In March of 2008, Vladimir Putin initiated the launch of the Foundation to Support of Children in Difficult Life Situations, which was established by the Ministry of Health. During its three years of work, it has co-sponsored over 100 projects, spending a total of 2.3 billion of rubles (73.3 million USD). The priority areas of the Foundation’s work include working with economically disadvantaged families and neglected children, providing social support for families with disabled children, and socially rehabilitating delinquents, including implementing measures related to the prevention of homelessness and neglect. Last year, the foundation became entangled in a public scandal when the Prosecutor General’s Office accused its administration of failing to directly help children and unlawfully diverting its funds. Some members of the Public Chamber raised their voices in support of the foundation, saying that these accusations were false. In the end, the scandal was hushed up.

In practice, true aid for homeless children most often comes from local volunteer and faith-based organizations. One such example is the Russian Orthodox-based project called The Homeless Children of Kursk Train Station. Launched in 2006, the project is carried out by a group of 50 social workers and volunteers. Last year, Forbes Russia named this organization among the 8 charitable foundations people can trust. The organization works closely with the St. Daniel Monastery, The Mercy Foundation, and the If You Have No Home… program. Six times a week, volunteers visit three of the major train stations in Moscow in order to feed homeless children (and not only the children), offer them medical care, and help them apply for replacements for lost documents. They also guide homeless children to orphanages, state-run boarding schools, hospitals and rehabilitation centers, and often come and visit the children there.

 

In 2009, the Perspektiva research organization conducted a study on homeless and neglected children in the Khanty-Mansi Autonomous District.  The study showed that among people who encounter children begging in the street, on public transportation, and in stores, 26.2% respondents "buy off" homeless children with small donations,  while others simply pass them by (17%), or attempt to avoid them (9.5%).
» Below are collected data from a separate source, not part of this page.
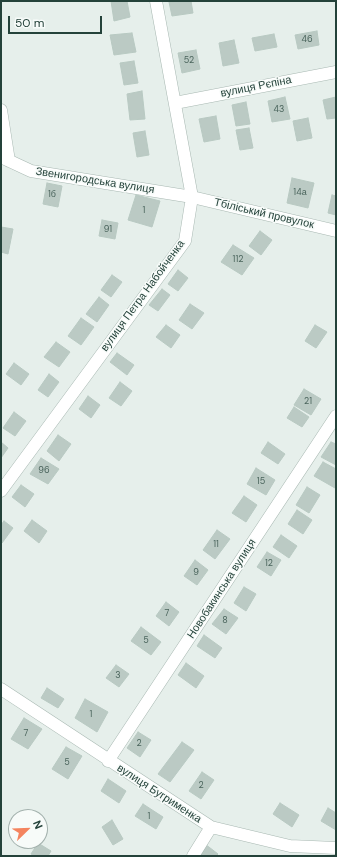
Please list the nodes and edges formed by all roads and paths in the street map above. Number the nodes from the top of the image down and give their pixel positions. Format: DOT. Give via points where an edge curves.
graph roads {
  1 [pos="156,1"];
  2 [pos="336,72"];
  3 [pos="175,103"];
  4 [pos="1,110"];
  5 [pos="5,159"];
  6 [pos="192,197"];
  7 [pos="336,231"];
  8 [pos="336,416"];
  9 [pos="1,490"];
  10 [pos="1,690"];
  11 [pos="108,761"];
  12 [pos="211,827"];
  13 [pos="336,848"];
  14 [pos="193,856"];
  1 -- 3 [label="street, вулиця Петра Набойченка"];
  2 -- 3 [label="street, вулиця Рєпіна"];
  3 -- 6 [label="street, вулиця Петра Набойченка"];
  4 -- 5 [label="street"];
  5 -- 6 [label="street, Звенигородська вулиця" via="31,171"];
  6 -- 7 [label="street, Тбіліський провулок"];
  6 -- 9 [label="street, вулиця Петра Набойченка" via="185,241"];
  8 -- 11 [label="street, Новобакинська вулиця"];
  10 -- 11 [label="street, вулиця Бугрименка"];
  11 -- 12 [label="street, вулиця Бугрименка"];
  12 -- 13 [label="street, вулиця Бугрименка" via="290,846"];
  12 -- 14 [label="street"];
}
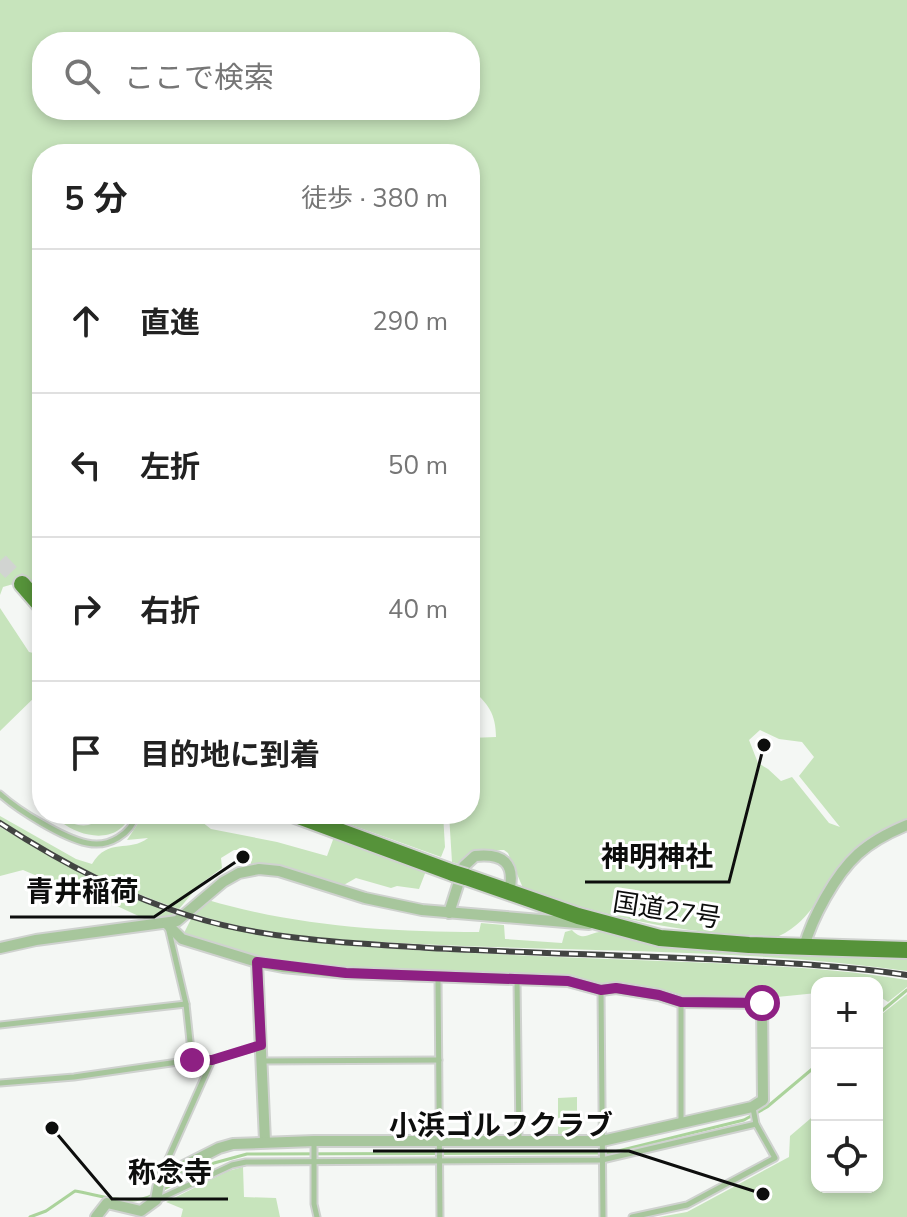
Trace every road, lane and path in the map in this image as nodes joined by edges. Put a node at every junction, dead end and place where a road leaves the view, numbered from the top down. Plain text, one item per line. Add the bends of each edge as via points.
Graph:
1 (22, 584) tunnel mouth
2 (32, 596) edge
3 (0, 794) edge
4 (32, 818) edge
5 (43, 824) edge
6 (133, 824) edge
7 (320, 824) edge
8 (907, 825) edge
9 (509, 892) junction
10 (449, 913) junction
11 (599, 923) junction
12 (167, 924) junction
13 (804, 947) junction
14 (0, 948) edge
15 (907, 950) edge
16 (257, 962) junction
17 (438, 977) junction
18 (517, 980) junction
19 (601, 990) junction
20 (681, 1002) junction
21 (186, 1004) junction
22 (0, 1025) edge
23 (261, 1045) junction
24 (192, 1060) junction
25 (212, 1060) junction
26 (439, 1060) junction
27 (262, 1061) junction
28 (0, 1083) edge
29 (753, 1109) junction
30 (681, 1122) junction
31 (756, 1122) junction
32 (265, 1141) junction
33 (519, 1141) junction
34 (314, 1144) junction
35 (439, 1145) junction
36 (602, 1145) junction
37 (314, 1158) junction
38 (439, 1158) junction
39 (602, 1158) junction
40 (158, 1191) junction
41 (143, 1214) edge
42 (96, 1217) edge
43 (317, 1217) edge
44 (440, 1217) edge
45 (603, 1217) edge
46 (632, 1217) edge

1 - 2 highway
3 - 4 lane
5 - 6 lane via 89,844 123,836
7 - 9 highway, 国道27号
8 - 13 street via 852,860 810,926
9 - 10 street via 511,876 503,859 475,856 464,866
9 - 11 highway, 国道27号
10 - 11 street
10 - 12 street via 365,898 259,869 223,882 183,918
11 - 13 highway, 国道27号 via 678,941
12 - 14 street
12 - 16 street via 182,939
12 - 21 lane
13 - 15 highway, 国道27号
16 - 17 street via 317,971
16 - 23 street
17 - 18 street
17 - 26 lane
18 - 19 street via 568,981
18 - 33 lane
19 - 20 street via 630,990
19 - 36 lane
20 - 29 street via 762,1003 763,1100
20 - 30 lane
21 - 22 lane
21 - 24 lane
23 - 25 lane
23 - 27 street
24 - 25 lane
24 - 28 lane
25 - 40 lane
26 - 27 lane
26 - 35 lane
27 - 32 street
29 - 30 street
29 - 31 lane
30 - 36 street
31 - 39 lane
31 - 46 lane via 775,1158 687,1205
32 - 34 street
32 - 40 street via 219,1148
33 - 35 street
33 - 36 street
34 - 35 street
34 - 37 lane
35 - 38 lane
36 - 39 lane
37 - 38 lane
37 - 40 lane via 246,1162
37 - 43 lane
38 - 39 lane
38 - 44 lane
39 - 45 lane
40 - 41 street
41 - 42 street via 107,1203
Furthermore, the majority of respondents (71.6%) believe that the children's problems should be solved within the framework of the dysfunctional family where they originated. Alternately, 46.3% of the district's residents believe that the children should be supported by the state. When it comes to society at large, it rarely figures into the perceived solution of the problem: between 2 and 4% believe that the aid should come from non-profit, charitable and faith-based organizations; 10% believe that the children should primarily be taken care of by their relatives, adult acquaintances, and neighbors.

 

The problem of the child homelessness is deeply rooted in the state of the social sphere and the economy. It is not quite visible in the bustle of everyday life, not like a hike in the milk prices or increased utility bills. In today’s Russia, this problem serves as the reminder of the crisis in values in the state as a whole, as both the government and the public cynically ignore the outward signs of this serious issue.

Resolving this problem requires a systematic, holistic approach and long-term, diligent efforts. Judging by the irresponsible actions of Russian authorities so far, as well as the scarce media coverage of homeless children, it is clear that this problem is not a priority for the current regime. Russian politicians should consider the fact that youth homelessness is a time bomb: if it is not neutralized, sooner or later, it will explode, and no one dare predict the consequences of the social catastrophe that will follow.